### About this task
With the pictures left out, write every entry down exactly.

========

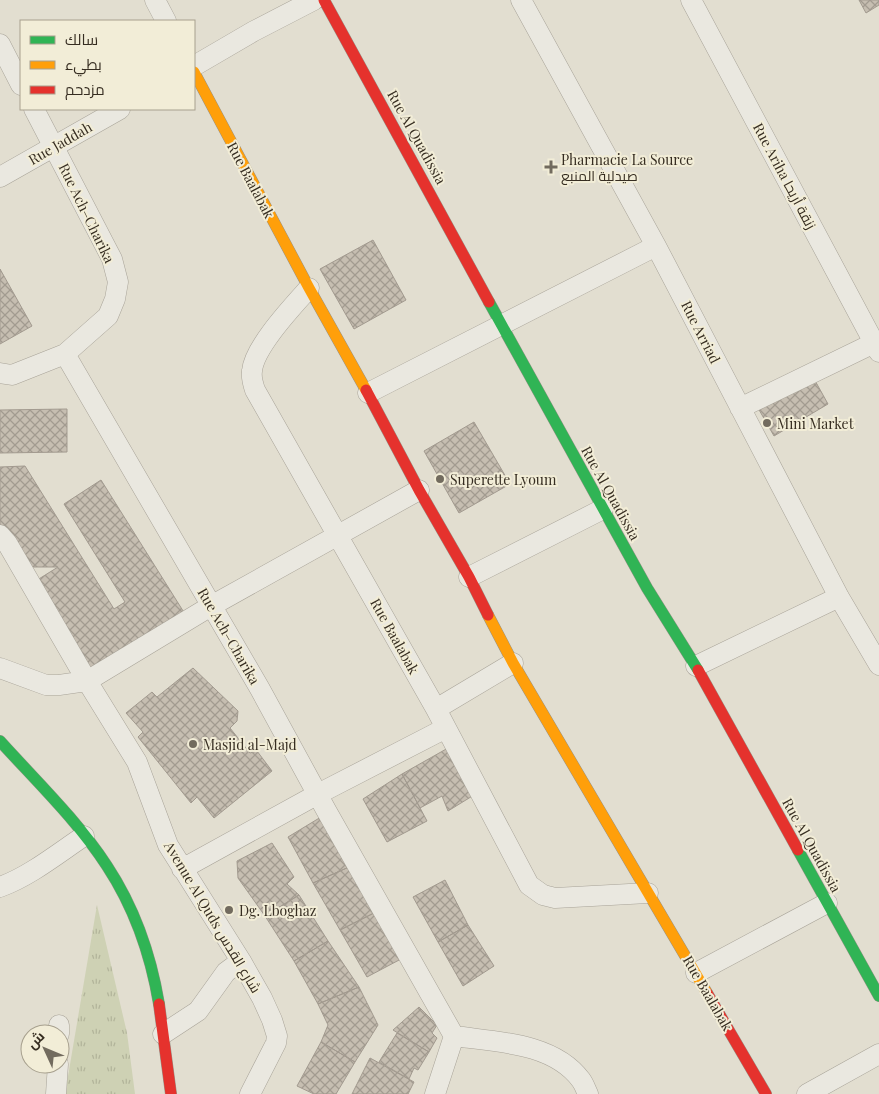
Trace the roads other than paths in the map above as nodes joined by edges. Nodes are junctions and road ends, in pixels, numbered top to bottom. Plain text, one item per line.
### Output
1 (155, 0) edge
2 (314, 0) edge
3 (324, 0) edge
4 (521, 0) edge
5 (691, 0) edge
6 (165, 20) edge
7 (0, 44) edge
8 (195, 65) edge
9 (195, 74) edge
10 (20, 83) edge
11 (35, 110) edge
12 (118, 110) edge
13 (54, 146) junction
14 (0, 177) edge
15 (656, 246) junction
16 (309, 288) junction
17 (502, 324) junction
18 (877, 348) edge
19 (65, 354) junction
20 (0, 373) edge
21 (368, 393) junction
22 (740, 408) junction
23 (419, 490) junction
24 (603, 509) junction
25 (0, 535) edge
26 (339, 536) junction
27 (469, 577) junction
28 (839, 597) junction
29 (211, 606) junction
30 (514, 663) junction
31 (879, 665) edge
32 (696, 666) junction
33 (0, 668) edge
34 (87, 682) junction
35 (436, 709) junction
36 (446, 728) junction
37 (0, 741) edge
38 (318, 794) junction
39 (84, 836) junction
40 (182, 868) junction
41 (0, 887) edge
42 (648, 893) junction
43 (826, 902) junction
44 (241, 962) junction
45 (696, 973) junction
46 (879, 996) edge
47 (164, 1034) junction
48 (454, 1036) junction
49 (879, 1054) edge
50 (57, 1074) edge
51 (584, 1087) edge
52 (56, 1094) edge
53 (171, 1094) edge
54 (250, 1094) edge
55 (434, 1094) edge
56 (766, 1094) edge
57 (807, 1094) edge

1 - 6 street
2 - 8 street
3 - 17 street, Rue Al Quadissia
4 - 15 street, Rue Arriad
5 - 18 street, Rue Ariha زنقة أريحا
7 - 10 street
9 - 16 street, Rue Baalabak
11 - 13 street, Rue Ach–Charika
12 - 13 street, Rue Jaddah
13 - 14 street, Rue Jaddah
13 - 19 street, Rue Ach–Charika
15 - 17 street
15 - 22 street, Rue Arriad
16 - 21 street, Rue Baalabak
16 - 26 street, Rue Baalabak
17 - 21 street
17 - 24 street, Rue Al Quadissia
18 - 22 street
19 - 20 street
19 - 29 street, Rue Ach–Charika
21 - 23 street, Rue Baalabak
22 - 28 street, Rue Arriad
23 - 26 street
23 - 27 street, Rue Baalabak
24 - 27 street
24 - 32 street, Rue Al Quadissia
25 - 34 street, Avenue Al Quds شارع القدس
26 - 29 street
26 - 35 street, Rue Baalabak
27 - 30 street, Rue Baalabak
28 - 31 street, Rue Arriad
28 - 32 street
29 - 34 street
29 - 38 street, Rue Ach–Charika
30 - 35 street
30 - 42 street, Rue Baalabak
32 - 43 street, Rue Al Quadissia
33 - 34 street
34 - 40 street, Avenue Al Quds شارع القدس
35 - 36 street, Rue Baalabak
36 - 38 street
36 - 42 street, Rue Baalabak
37 - 39 street
38 - 40 street
38 - 48 street, Rue Ach–Charika
39 - 41 street
39 - 47 street
40 - 44 street, Avenue Al Quds شارع القدس
42 - 45 street, Rue Baalabak
43 - 45 street
43 - 46 street, Rue Al Quadissia
44 - 47 street
44 - 54 street, Avenue Al Quds شارع القدس
45 - 56 street, Rue Baalabak
47 - 53 street
48 - 51 street
48 - 55 street
49 - 57 street
50 - 52 street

========

### Solution
Trace the roads other than paths in the map above as nodes joined by edges. Nodes are junctions and road ends, in pixels, numbered top to bottom. Plain text, one item per line.
### Output
1 (155, 0) edge
2 (314, 0) edge
3 (324, 0) edge
4 (521, 0) edge
5 (691, 0) edge
6 (165, 20) edge
7 (0, 44) edge
8 (195, 65) edge
9 (195, 74) edge
10 (20, 83) edge
11 (35, 110) edge
12 (118, 110) edge
13 (54, 146) junction
14 (0, 177) edge
15 (656, 246) junction
16 (309, 288) junction
17 (502, 324) junction
18 (877, 348) edge
19 (65, 354) junction
20 (0, 373) edge
21 (368, 393) junction
22 (740, 408) junction
23 (419, 490) junction
24 (603, 509) junction
25 (0, 535) edge
26 (339, 536) junction
27 (469, 577) junction
28 (839, 597) junction
29 (211, 606) junction
30 (514, 663) junction
31 (879, 665) edge
32 (696, 666) junction
33 (0, 668) edge
34 (87, 682) junction
35 (436, 709) junction
36 (446, 728) junction
37 (0, 741) edge
38 (318, 794) junction
39 (84, 836) junction
40 (182, 868) junction
41 (0, 887) edge
42 (648, 893) junction
43 (826, 902) junction
44 (241, 962) junction
45 (696, 973) junction
46 (879, 996) edge
47 (164, 1034) junction
48 (454, 1036) junction
49 (879, 1054) edge
50 (57, 1074) edge
51 (584, 1087) edge
52 (56, 1094) edge
53 (171, 1094) edge
54 (250, 1094) edge
55 (434, 1094) edge
56 (766, 1094) edge
57 (807, 1094) edge

1 - 6 street
2 - 8 street
3 - 17 street, Rue Al Quadissia
4 - 15 street, Rue Arriad
5 - 18 street, Rue Ariha زنقة أريحا
7 - 10 street
9 - 16 street, Rue Baalabak
11 - 13 street, Rue Ach–Charika
12 - 13 street, Rue Jaddah
13 - 14 street, Rue Jaddah
13 - 19 street, Rue Ach–Charika
15 - 17 street
15 - 22 street, Rue Arriad
16 - 21 street, Rue Baalabak
16 - 26 street, Rue Baalabak
17 - 21 street
17 - 24 street, Rue Al Quadissia
18 - 22 street
19 - 20 street
19 - 29 street, Rue Ach–Charika
21 - 23 street, Rue Baalabak
22 - 28 street, Rue Arriad
23 - 26 street
23 - 27 street, Rue Baalabak
24 - 27 street
24 - 32 street, Rue Al Quadissia
25 - 34 street, Avenue Al Quds شارع القدس
26 - 29 street
26 - 35 street, Rue Baalabak
27 - 30 street, Rue Baalabak
28 - 31 street, Rue Arriad
28 - 32 street
29 - 34 street
29 - 38 street, Rue Ach–Charika
30 - 35 street
30 - 42 street, Rue Baalabak
32 - 43 street, Rue Al Quadissia
33 - 34 street
34 - 40 street, Avenue Al Quds شارع القدس
35 - 36 street, Rue Baalabak
36 - 38 street
36 - 42 street, Rue Baalabak
37 - 39 street
38 - 40 street
38 - 48 street, Rue Ach–Charika
39 - 41 street
39 - 47 street
40 - 44 street, Avenue Al Quds شارع القدس
42 - 45 street, Rue Baalabak
43 - 45 street
43 - 46 street, Rue Al Quadissia
44 - 47 street
44 - 54 street, Avenue Al Quds شارع القدس
45 - 56 street, Rue Baalabak
47 - 53 street
48 - 51 street
48 - 55 street
49 - 57 street
50 - 52 street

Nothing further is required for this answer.